►

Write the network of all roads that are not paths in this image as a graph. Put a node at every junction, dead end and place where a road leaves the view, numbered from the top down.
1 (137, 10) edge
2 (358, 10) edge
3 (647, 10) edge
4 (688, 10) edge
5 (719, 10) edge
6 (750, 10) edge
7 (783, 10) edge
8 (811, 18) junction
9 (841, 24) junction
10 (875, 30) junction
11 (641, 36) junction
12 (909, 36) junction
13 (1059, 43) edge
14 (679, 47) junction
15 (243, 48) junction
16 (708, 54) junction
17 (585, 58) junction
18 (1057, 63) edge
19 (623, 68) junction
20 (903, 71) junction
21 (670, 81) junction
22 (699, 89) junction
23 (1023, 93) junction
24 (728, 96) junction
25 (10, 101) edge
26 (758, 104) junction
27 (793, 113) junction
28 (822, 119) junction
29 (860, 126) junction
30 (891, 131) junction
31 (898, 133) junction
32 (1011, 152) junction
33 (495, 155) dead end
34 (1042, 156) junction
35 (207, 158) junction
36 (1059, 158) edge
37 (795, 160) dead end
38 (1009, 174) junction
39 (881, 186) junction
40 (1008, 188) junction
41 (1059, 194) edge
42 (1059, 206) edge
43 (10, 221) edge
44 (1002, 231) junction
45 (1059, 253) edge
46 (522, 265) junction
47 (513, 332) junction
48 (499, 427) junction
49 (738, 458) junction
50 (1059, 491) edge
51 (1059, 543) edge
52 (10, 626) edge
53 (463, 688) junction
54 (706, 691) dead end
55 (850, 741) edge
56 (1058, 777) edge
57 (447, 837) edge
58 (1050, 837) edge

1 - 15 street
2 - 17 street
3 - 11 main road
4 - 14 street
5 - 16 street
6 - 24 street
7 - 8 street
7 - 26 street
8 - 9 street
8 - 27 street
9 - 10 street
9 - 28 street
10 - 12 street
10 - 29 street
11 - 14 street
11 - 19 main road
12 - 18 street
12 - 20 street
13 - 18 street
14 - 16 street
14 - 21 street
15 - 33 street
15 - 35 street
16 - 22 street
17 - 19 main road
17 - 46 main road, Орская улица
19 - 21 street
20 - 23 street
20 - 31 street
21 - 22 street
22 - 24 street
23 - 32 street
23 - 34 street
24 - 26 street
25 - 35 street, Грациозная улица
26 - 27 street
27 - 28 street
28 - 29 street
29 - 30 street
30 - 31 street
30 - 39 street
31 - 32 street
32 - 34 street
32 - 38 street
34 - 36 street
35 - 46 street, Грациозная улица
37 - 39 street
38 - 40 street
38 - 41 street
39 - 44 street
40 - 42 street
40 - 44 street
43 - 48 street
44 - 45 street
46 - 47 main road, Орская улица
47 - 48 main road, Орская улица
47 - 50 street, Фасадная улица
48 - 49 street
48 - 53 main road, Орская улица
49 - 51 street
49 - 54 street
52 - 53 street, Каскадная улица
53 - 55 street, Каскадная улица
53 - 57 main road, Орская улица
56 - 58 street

◄

From the entries above, extract every line where the word "Каскадная" appears.

52 - 53 street, Каскадная улица
53 - 55 street, Каскадная улица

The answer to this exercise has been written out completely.